* WHAT THE EXERCISE ASKS:
The answer should consist of all the entries, repeated word for word.

* WORKING DATA:
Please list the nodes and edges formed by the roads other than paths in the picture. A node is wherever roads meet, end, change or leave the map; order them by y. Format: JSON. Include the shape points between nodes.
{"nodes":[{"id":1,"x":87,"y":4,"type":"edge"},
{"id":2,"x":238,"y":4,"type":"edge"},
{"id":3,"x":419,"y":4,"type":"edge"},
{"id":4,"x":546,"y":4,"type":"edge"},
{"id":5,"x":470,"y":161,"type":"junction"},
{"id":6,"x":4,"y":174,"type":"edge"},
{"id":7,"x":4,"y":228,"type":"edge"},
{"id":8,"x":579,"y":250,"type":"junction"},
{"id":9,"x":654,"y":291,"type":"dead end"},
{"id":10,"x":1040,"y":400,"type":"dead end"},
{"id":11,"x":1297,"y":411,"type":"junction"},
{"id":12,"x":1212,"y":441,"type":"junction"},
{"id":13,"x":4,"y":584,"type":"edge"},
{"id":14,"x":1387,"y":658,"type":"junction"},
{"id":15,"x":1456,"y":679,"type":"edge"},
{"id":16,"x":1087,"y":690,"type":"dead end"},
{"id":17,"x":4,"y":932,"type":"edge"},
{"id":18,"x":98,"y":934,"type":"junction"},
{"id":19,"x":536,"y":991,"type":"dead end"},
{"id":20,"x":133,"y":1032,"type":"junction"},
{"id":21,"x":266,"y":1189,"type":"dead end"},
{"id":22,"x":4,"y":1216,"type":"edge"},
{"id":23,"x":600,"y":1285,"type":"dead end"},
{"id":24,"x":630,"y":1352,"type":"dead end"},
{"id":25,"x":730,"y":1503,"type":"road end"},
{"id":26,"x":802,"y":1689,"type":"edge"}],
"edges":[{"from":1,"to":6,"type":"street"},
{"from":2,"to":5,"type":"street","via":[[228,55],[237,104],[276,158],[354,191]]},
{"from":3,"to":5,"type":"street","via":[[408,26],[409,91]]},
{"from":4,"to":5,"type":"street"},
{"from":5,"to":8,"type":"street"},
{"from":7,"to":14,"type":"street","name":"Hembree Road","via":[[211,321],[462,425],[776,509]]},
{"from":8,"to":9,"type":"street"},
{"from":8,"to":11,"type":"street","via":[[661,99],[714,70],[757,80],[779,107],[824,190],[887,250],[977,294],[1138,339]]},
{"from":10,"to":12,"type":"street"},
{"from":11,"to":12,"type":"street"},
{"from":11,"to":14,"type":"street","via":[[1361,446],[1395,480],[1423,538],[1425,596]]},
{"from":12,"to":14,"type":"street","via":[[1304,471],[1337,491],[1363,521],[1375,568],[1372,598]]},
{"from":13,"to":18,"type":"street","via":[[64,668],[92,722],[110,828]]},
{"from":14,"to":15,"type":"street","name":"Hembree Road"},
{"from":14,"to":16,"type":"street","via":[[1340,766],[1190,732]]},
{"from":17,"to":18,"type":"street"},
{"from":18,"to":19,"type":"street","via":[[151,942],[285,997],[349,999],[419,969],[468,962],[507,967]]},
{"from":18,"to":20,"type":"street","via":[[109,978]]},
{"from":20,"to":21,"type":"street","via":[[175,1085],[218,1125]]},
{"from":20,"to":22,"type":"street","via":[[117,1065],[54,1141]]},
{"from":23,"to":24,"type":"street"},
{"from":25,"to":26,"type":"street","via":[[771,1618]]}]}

* YOUR SOLUTION:
Please list the nodes and edges formed by the roads other than paths in the picture. A node is wherever roads meet, end, change or leave the map; order them by y. Format: JSON. Include the shape points between nodes.
{"nodes":[{"id":1,"x":87,"y":4,"type":"edge"},
{"id":2,"x":238,"y":4,"type":"edge"},
{"id":3,"x":419,"y":4,"type":"edge"},
{"id":4,"x":546,"y":4,"type":"edge"},
{"id":5,"x":470,"y":161,"type":"junction"},
{"id":6,"x":4,"y":174,"type":"edge"},
{"id":7,"x":4,"y":228,"type":"edge"},
{"id":8,"x":579,"y":250,"type":"junction"},
{"id":9,"x":654,"y":291,"type":"dead end"},
{"id":10,"x":1040,"y":400,"type":"dead end"},
{"id":11,"x":1297,"y":411,"type":"junction"},
{"id":12,"x":1212,"y":441,"type":"junction"},
{"id":13,"x":4,"y":584,"type":"edge"},
{"id":14,"x":1387,"y":658,"type":"junction"},
{"id":15,"x":1456,"y":679,"type":"edge"},
{"id":16,"x":1087,"y":690,"type":"dead end"},
{"id":17,"x":4,"y":932,"type":"edge"},
{"id":18,"x":98,"y":934,"type":"junction"},
{"id":19,"x":536,"y":991,"type":"dead end"},
{"id":20,"x":133,"y":1032,"type":"junction"},
{"id":21,"x":266,"y":1189,"type":"dead end"},
{"id":22,"x":4,"y":1216,"type":"edge"},
{"id":23,"x":600,"y":1285,"type":"dead end"},
{"id":24,"x":630,"y":1352,"type":"dead end"},
{"id":25,"x":730,"y":1503,"type":"road end"},
{"id":26,"x":802,"y":1689,"type":"edge"}],
"edges":[{"from":1,"to":6,"type":"street"},
{"from":2,"to":5,"type":"street","via":[[228,55],[237,104],[276,158],[354,191]]},
{"from":3,"to":5,"type":"street","via":[[408,26],[409,91]]},
{"from":4,"to":5,"type":"street"},
{"from":5,"to":8,"type":"street"},
{"from":7,"to":14,"type":"street","name":"Hembree Road","via":[[211,321],[462,425],[776,509]]},
{"from":8,"to":9,"type":"street"},
{"from":8,"to":11,"type":"street","via":[[661,99],[714,70],[757,80],[779,107],[824,190],[887,250],[977,294],[1138,339]]},
{"from":10,"to":12,"type":"street"},
{"from":11,"to":12,"type":"street"},
{"from":11,"to":14,"type":"street","via":[[1361,446],[1395,480],[1423,538],[1425,596]]},
{"from":12,"to":14,"type":"street","via":[[1304,471],[1337,491],[1363,521],[1375,568],[1372,598]]},
{"from":13,"to":18,"type":"street","via":[[64,668],[92,722],[110,828]]},
{"from":14,"to":15,"type":"street","name":"Hembree Road"},
{"from":14,"to":16,"type":"street","via":[[1340,766],[1190,732]]},
{"from":17,"to":18,"type":"street"},
{"from":18,"to":19,"type":"street","via":[[151,942],[285,997],[349,999],[419,969],[468,962],[507,967]]},
{"from":18,"to":20,"type":"street","via":[[109,978]]},
{"from":20,"to":21,"type":"street","via":[[175,1085],[218,1125]]},
{"from":20,"to":22,"type":"street","via":[[117,1065],[54,1141]]},
{"from":23,"to":24,"type":"street"},
{"from":25,"to":26,"type":"street","via":[[771,1618]]}]}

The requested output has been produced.